As with, /papa/, there is no apparent vowel-like articulation following /c/ in Viki’s /cup/. Furthermore, the spectrographic profile of the /c/ in cup was not consistent with voiceless velar plosive [k] but more so with my production of voiceless velar fricative [x] (German: “Bach”). In humans, velar consonants are executed via the dorsal tongue against the velum—but [x] is executed posteriorly in comparison. Viki’s potential realization of [x] (a fricative) as opposed to [k] (a plosive) may be suggestive of limitations of the chimpanzee tongue, which is longer and flat in comparison with humans, with fewer articulatory degrees of freedom inside the oral cavity accordingly (Takemoto, 2008).

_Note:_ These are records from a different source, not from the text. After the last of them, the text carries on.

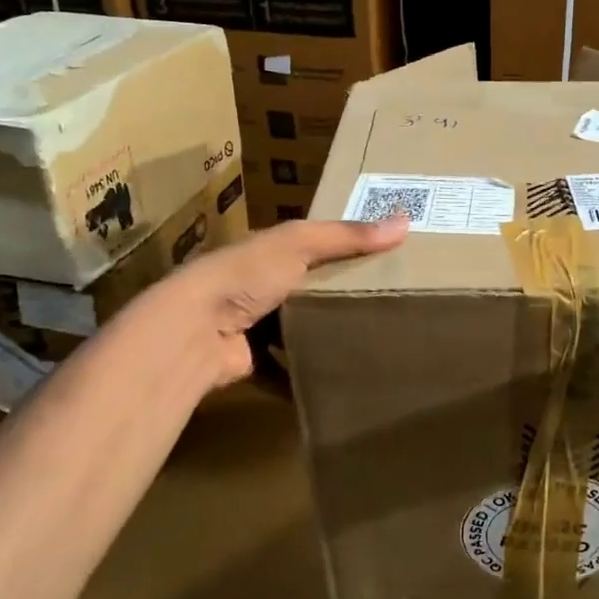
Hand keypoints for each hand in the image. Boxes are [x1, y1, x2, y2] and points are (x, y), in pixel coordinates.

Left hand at [131, 216, 408, 390]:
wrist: (193, 332)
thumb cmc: (246, 276)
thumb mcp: (299, 245)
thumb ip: (347, 236)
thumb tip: (405, 221)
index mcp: (267, 251)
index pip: (313, 244)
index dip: (345, 246)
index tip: (384, 255)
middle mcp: (257, 285)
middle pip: (307, 288)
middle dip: (338, 294)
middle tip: (387, 302)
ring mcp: (251, 325)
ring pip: (296, 328)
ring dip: (321, 334)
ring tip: (368, 340)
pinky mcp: (251, 361)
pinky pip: (285, 367)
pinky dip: (303, 373)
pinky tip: (336, 376)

However, the interpretation of Viki’s /c/ as [x] should be considered tentative, as intra-oral articulatory gestures actively employed by chimpanzees in call production remain poorly understood.

The /p/ in “cup” appears similarly to the /p/ in Viki’s “papa”—but with an evidently weaker release (diminished in intensity). This is consistent with the interpretation of the /p/ as [p]. I also realized it as such.

The cohesive gestural score of [xp], and the temporal closeness between phonemes [x] and [p] is again suggestive of a learned sequence (nonphonatory vocal learning), although without repeated iterations, this cannot be readily determined. Both [x] and [p] are voiceless.

Summary

I have provided phonetic analyses of Vicki’s speechlike utterances and argued that they align acoustically with human production of voiceless bilabial plosive [p], voiceless velar fricative [x] or voiceless pharyngeal nonsibilant fricative [ħ], voiceless glottal stop [ʔ], and voiceless bilabial click [ʘ]. This indicates that (1) articulatory capacities of chimpanzees may ultimately be defined by species-typical tongue dimensions and degrees of freedom (Takemoto, 2008), and (2) at least in rare occurrences, chimpanzees may be capable of nonphonatory or voiceless vocal learning. While Viki was seemingly incapable of simultaneous recruitment of consonantal “frames” and vowel-like “content” (MacNeilage, 1998), she successfully produced a small sample of humanlike consonantal speech sounds, including labial and, possibly, velar articulations.